Select the lines of the records containing the word "Trumbull" and list them.
═════ Task material
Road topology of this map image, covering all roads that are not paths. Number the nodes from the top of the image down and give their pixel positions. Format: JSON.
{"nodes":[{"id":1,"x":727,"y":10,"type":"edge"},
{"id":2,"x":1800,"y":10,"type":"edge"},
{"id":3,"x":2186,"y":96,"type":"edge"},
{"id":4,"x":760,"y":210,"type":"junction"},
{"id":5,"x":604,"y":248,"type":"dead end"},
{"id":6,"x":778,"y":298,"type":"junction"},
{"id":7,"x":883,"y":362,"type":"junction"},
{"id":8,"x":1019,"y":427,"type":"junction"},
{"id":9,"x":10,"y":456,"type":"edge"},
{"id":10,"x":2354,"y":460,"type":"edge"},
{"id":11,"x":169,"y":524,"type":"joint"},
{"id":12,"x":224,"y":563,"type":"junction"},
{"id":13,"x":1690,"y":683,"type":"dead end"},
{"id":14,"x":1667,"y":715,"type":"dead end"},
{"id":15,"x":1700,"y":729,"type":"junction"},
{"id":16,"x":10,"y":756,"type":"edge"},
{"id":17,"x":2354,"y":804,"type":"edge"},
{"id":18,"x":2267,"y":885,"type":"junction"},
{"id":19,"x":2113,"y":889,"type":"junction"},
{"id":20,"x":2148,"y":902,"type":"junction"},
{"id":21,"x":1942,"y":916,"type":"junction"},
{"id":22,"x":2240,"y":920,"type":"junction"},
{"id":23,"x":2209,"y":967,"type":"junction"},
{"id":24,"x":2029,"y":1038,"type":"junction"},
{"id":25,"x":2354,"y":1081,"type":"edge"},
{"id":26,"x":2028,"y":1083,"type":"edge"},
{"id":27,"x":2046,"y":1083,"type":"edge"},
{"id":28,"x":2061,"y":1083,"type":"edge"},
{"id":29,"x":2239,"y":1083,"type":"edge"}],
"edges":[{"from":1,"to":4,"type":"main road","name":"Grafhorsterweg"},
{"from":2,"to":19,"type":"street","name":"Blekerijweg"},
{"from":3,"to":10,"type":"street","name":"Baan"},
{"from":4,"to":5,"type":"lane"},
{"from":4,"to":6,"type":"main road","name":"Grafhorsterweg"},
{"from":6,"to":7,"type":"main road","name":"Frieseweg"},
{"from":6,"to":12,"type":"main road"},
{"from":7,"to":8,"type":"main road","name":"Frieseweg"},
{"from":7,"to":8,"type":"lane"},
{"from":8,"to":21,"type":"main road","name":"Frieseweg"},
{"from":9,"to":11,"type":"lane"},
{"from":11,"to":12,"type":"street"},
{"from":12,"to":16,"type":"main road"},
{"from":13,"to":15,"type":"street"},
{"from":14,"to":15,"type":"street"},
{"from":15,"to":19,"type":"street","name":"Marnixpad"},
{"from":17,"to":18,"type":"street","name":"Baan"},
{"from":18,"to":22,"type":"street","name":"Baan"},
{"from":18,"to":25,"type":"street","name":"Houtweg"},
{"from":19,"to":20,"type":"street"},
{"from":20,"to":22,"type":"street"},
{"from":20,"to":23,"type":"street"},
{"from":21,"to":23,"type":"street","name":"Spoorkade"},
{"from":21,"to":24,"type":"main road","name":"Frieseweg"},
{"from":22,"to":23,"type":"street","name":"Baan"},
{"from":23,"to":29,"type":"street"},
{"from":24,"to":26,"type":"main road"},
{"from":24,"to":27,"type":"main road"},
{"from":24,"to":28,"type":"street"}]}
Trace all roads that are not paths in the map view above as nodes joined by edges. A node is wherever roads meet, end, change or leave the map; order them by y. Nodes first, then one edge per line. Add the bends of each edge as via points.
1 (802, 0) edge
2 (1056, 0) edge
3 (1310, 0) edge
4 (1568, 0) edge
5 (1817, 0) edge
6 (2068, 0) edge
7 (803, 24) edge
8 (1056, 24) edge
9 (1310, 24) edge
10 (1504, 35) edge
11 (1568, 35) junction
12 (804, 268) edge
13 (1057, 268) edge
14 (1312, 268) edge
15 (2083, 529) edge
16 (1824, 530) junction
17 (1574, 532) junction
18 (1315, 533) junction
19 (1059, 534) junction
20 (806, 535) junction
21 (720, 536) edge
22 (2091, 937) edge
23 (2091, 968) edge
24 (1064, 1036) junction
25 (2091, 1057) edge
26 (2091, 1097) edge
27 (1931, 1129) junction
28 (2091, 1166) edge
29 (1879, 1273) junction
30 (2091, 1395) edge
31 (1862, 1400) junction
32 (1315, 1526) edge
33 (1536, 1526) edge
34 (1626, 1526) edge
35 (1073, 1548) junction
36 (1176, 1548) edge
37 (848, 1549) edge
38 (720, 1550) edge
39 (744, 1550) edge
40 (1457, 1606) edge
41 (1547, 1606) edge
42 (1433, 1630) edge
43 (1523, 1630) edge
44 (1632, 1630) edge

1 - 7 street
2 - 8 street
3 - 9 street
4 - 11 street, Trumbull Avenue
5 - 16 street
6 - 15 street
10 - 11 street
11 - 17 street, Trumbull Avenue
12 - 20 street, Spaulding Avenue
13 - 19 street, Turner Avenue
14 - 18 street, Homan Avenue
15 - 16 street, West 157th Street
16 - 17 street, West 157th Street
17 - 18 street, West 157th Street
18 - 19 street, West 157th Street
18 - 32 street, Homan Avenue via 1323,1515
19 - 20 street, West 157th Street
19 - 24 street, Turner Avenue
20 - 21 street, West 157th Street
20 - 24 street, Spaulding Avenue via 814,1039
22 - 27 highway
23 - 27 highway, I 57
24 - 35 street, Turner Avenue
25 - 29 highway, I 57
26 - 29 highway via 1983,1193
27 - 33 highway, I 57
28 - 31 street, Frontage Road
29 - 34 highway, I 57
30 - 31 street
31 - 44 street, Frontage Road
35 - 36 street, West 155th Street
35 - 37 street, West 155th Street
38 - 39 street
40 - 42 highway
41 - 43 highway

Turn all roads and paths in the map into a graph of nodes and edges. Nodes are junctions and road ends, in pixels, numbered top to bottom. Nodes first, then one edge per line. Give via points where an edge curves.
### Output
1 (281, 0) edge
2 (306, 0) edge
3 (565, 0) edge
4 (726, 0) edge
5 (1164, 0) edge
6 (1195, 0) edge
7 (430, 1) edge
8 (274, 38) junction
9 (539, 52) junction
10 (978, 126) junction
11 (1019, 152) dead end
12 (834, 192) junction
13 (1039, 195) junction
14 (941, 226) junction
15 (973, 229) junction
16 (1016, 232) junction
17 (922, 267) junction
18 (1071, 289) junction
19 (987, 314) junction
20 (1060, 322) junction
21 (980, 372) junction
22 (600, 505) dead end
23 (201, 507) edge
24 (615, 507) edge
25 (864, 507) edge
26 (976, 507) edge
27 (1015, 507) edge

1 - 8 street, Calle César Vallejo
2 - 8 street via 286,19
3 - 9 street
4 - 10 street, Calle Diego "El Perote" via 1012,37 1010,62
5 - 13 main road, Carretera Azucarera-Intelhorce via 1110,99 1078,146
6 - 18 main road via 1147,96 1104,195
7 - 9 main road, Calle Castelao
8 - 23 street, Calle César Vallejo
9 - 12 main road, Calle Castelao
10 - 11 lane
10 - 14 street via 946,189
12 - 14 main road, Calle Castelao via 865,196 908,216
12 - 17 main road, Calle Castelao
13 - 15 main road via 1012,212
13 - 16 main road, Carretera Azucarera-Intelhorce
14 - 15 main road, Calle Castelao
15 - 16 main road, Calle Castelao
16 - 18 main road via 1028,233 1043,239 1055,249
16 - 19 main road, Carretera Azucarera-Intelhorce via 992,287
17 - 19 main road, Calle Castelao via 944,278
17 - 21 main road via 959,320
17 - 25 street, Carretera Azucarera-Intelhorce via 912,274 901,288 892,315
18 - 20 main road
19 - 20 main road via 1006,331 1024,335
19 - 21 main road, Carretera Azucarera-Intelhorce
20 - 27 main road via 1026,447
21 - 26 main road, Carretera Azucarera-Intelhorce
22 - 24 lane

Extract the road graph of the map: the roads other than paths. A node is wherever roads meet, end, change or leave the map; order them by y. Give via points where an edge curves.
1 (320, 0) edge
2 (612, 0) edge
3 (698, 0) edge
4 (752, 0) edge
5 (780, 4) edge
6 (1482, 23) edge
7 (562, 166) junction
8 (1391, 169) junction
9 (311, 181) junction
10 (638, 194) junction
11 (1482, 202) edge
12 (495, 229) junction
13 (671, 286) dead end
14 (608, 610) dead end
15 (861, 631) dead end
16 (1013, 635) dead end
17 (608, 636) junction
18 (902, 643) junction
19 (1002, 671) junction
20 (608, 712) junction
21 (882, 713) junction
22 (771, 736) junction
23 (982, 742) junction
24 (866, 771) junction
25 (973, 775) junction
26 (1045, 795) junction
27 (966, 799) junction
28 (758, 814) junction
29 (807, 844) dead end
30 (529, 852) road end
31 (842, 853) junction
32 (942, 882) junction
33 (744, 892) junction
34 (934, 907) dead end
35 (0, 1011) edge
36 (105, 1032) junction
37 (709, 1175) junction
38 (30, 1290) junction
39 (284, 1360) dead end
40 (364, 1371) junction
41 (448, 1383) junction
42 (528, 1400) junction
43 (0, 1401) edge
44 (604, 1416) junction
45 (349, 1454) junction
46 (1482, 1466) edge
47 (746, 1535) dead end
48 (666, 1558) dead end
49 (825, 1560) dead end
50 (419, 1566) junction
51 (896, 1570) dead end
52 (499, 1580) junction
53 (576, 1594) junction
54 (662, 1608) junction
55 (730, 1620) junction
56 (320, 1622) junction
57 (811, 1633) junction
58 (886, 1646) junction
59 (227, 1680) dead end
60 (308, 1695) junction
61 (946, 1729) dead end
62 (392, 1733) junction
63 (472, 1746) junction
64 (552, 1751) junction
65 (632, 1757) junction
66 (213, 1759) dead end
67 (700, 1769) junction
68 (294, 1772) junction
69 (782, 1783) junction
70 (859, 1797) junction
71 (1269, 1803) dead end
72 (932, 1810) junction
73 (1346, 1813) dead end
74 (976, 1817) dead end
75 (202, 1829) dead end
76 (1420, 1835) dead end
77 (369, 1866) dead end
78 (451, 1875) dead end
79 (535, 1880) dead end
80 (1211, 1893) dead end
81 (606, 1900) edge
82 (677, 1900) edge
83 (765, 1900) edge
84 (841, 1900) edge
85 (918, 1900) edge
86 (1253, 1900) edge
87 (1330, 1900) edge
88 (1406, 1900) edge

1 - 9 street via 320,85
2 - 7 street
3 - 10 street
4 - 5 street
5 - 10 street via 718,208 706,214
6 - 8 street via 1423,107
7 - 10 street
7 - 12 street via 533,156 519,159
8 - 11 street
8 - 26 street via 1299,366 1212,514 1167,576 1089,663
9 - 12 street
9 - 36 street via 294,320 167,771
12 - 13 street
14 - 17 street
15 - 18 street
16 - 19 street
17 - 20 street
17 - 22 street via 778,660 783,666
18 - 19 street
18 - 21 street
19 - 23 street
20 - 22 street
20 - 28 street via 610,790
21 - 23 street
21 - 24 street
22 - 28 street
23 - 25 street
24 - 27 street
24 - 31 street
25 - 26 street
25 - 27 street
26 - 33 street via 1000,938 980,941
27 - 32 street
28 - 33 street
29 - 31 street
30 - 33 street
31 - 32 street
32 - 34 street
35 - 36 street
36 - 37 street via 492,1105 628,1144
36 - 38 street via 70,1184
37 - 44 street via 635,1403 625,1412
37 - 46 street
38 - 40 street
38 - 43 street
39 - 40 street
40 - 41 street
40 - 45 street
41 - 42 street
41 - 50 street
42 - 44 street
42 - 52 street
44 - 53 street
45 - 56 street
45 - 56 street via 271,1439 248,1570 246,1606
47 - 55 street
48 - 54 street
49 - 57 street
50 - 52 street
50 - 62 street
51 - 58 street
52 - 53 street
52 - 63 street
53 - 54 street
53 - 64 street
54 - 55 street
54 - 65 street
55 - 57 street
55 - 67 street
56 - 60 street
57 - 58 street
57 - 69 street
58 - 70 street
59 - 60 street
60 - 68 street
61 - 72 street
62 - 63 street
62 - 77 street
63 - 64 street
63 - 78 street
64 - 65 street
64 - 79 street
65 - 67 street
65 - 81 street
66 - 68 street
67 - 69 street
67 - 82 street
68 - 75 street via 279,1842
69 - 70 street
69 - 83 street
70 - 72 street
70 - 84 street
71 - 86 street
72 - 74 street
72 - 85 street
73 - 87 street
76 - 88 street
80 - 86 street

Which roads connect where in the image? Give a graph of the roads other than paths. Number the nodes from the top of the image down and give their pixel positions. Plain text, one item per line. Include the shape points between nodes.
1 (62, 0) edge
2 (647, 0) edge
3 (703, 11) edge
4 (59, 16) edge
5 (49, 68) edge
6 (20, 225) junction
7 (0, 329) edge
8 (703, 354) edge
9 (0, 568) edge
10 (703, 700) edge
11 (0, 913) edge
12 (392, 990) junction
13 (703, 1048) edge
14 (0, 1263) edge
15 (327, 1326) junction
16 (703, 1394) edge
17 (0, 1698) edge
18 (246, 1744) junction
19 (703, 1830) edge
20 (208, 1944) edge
══════════
* _Solution for this problem_
4 - 11 street, Trumbull Avenue
11 - 17 street, Trumbull Avenue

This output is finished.